A party in shambles: Republicans grasp for solution to their own immigration mess

After picking a losing fight over immigration, Republicans weigh their options going forward -- and all are bad

Published January 22, 2015 3:47PM (EST)

Ted Cruz, Mitch McConnell                                     (Jeff Malet, maletphoto.com)
Ted Cruz, Mitch McConnell (Jeff Malet, maletphoto.com)

When Republicans took full control of Congress earlier this month, they came in with the determination to prove to everyone that, despite all evidence to the contrary, they were capable of satisfactorily performing the basic functions of government. The party that shut down the government and provoked crisis after crisis over the debt ceiling was going to put on a show of competence. “Put your faith in us,” they said, “and we will dazzle you with our adequacy.”

And, of course, the very first thing they did with their newfound power was to entangle themselves in a funding fight over immigration with zero chance of success and a high probability of political backlash. This isn’t the fight Republican leaders wanted to have and they know they can’t win, but they’d ceded so much ground to the anti-immigration hardliners that they had no choice. So the House passed a bill that makes Department of Homeland Security funding contingent upon the abrupt reversal of President Obama’s executive actions on immigration.

The bill is awaiting action in the Senate, where Democrats are threatening a filibuster and even a few Republicans are worried that the legislation is more trouble than it’s worth. According to the Washington Examiner, that wariness by Senate Republicans has House conservatives worried that their legislation might not even get a chance to be vetoed by Obama, so they are demanding that Senate Republicans do… something to make sure it passes.

Rep. Raúl Labrador, R-Idaho, said GOP leaders should not abandon the bill simply because they are six votes shy of a filibuster-proof majority.

“It’s high time that Ted Cruz and Mike Lee and others decide to start fighting and using the procedural rules in the senate,” Labrador said. “They also have a responsibility in the Senate to make sure those bills pass.”

Find a way! Do a thing! Make it pass! Even if Ted Cruz and Mike Lee were to somehow figure out some procedural trick for sneaking the bill past a Democratic filibuster, Obama won’t sign it. So right now the GOP is locked in a heated intramural argument over how long they need to maintain the fiction that this is anything but a futile act of political protest.

In the meantime, Republican leaders are trying to figure out how to back out of this mess in a way that doesn’t anger conservatives and also doesn’t result in the party being blamed for shutting off funding to the Department of Homeland Security.
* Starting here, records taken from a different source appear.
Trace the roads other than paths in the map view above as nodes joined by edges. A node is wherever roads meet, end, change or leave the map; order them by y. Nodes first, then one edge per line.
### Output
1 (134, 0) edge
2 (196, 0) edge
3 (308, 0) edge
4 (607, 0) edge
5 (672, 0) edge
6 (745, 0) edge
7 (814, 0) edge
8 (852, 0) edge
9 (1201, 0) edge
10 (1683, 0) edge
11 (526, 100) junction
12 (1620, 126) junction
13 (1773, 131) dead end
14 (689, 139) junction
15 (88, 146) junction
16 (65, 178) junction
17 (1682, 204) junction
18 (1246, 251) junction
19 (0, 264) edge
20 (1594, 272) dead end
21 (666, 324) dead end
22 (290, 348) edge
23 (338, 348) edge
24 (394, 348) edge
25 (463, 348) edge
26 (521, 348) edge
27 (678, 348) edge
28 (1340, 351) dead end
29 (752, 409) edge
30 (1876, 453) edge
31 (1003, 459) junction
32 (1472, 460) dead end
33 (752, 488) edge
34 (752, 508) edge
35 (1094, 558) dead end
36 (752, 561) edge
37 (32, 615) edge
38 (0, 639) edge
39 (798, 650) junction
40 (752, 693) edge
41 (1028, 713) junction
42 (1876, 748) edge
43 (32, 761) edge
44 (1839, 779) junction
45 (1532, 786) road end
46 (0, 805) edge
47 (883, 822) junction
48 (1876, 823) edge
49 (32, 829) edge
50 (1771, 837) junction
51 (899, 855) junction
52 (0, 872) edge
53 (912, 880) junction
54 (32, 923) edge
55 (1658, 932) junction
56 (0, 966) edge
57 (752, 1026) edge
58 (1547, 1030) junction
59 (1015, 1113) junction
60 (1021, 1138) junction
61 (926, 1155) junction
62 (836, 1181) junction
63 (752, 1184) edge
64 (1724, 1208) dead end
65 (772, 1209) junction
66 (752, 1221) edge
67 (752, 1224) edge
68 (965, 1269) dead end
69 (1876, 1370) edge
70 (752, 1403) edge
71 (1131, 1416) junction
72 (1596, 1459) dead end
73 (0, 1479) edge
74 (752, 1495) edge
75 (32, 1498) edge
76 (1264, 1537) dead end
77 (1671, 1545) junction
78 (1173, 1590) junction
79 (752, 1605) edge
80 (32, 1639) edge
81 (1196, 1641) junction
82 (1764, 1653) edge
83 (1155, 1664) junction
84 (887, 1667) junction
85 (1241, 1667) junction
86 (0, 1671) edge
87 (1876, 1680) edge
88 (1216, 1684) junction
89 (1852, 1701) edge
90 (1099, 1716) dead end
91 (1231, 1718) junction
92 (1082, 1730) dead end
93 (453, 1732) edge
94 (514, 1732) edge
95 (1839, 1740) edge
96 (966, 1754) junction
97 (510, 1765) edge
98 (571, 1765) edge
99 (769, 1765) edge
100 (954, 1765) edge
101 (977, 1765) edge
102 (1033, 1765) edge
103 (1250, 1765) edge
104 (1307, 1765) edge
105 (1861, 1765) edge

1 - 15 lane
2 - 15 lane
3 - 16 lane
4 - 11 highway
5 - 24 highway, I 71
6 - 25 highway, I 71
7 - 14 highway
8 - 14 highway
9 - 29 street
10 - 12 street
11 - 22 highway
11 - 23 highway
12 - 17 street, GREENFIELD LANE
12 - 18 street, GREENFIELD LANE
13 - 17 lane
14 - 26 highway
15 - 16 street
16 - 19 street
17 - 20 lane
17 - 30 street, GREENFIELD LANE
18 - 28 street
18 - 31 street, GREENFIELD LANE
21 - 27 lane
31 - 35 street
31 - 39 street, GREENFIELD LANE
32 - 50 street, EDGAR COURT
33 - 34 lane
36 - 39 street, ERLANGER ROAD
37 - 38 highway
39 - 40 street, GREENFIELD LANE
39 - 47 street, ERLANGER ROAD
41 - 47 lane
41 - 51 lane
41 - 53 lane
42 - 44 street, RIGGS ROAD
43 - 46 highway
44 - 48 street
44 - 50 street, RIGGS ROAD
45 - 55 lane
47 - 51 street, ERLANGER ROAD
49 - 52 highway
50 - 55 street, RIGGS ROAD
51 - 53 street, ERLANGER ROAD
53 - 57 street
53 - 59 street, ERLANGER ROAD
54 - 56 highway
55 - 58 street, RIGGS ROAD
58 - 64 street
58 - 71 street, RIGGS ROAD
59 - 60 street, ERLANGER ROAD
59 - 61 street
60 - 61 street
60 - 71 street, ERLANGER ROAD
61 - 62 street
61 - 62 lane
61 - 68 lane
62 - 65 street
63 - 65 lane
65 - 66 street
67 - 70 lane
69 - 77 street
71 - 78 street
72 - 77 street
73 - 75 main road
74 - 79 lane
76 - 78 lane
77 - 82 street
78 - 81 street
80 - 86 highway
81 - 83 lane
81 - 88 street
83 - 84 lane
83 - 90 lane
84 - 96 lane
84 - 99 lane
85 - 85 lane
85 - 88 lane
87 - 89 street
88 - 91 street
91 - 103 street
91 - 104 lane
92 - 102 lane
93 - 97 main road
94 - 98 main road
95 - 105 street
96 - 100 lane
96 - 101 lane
According to Politico, they are considering a number of options, none of which will work.

Among the possible Plan B’s: Republicans could pass a new bill to beef up security at the U.S.-Mexico border. They could sue to overturn Obama’s unilateral protections for millions of undocumented immigrants. Or they could pass yet another short-term DHS funding measure, giving the GOP more time to approve a strategy.

Let’s run through these in turn. The bill to boost border security was introduced by Rep. Mike McCaul last week. It directs additional manpower, military equipment, and Defense Department “aviation assets” to the agencies charged with securing the southern border, and it requires that several more miles of fencing be built. It also mandates that the Department of Homeland Security established total “operational control” over the border with Mexico, defined as “the prevention of all unlawful entries into the United States,” and it requires that DHS accomplish this feat (regarded by experts as an impossible task) in five short years. The thinking is that a stringent enough border bill will help assuage the hardliners, but that doesn’t seem likely to happen. Conservative Republicans are already attacking the bill as too weak because it doesn’t go after Obama’s immigration orders and doesn’t provide funds for deporting undocumented immigrants caught in the interior.

As for the lawsuit option, conservatives might be more amenable to going down this road – not because it stands any chance of actually succeeding, but because it represents another symbolic act of defiance against President Obama. A theoretical lawsuit over Obama’s immigration orders faces the same obstacle as the Republicans’ actual lawsuit over Obama’s changes to his healthcare law: the courts will almost certainly throw it out for lack of standing. When that happens, the Republicans will be right back where they started, only they’ll have endured yet another embarrassing defeat on immigration.

Lastly, the GOP could just pass another short-term continuing resolution to keep the lights on at DHS while they try and figure out a strategy for dealing with the immigration issue. They’ve already had over a month to try and work something out, but still haven’t come up with a workable strategy for satisfying conservative demands for confrontation with the White House while simultaneously avoiding a partial government shutdown. It doesn’t seem likely that another month or two will change that dynamic, and trying to extend the deadline for a showdown might just anger conservatives even more.

In the end it doesn’t matter what “alternatives” or “Plan B” scenarios the Republicans contemplate. They’ve put themselves in a position in which they have no good options, but aren’t yet willing to acknowledge that this is a fight they won’t win.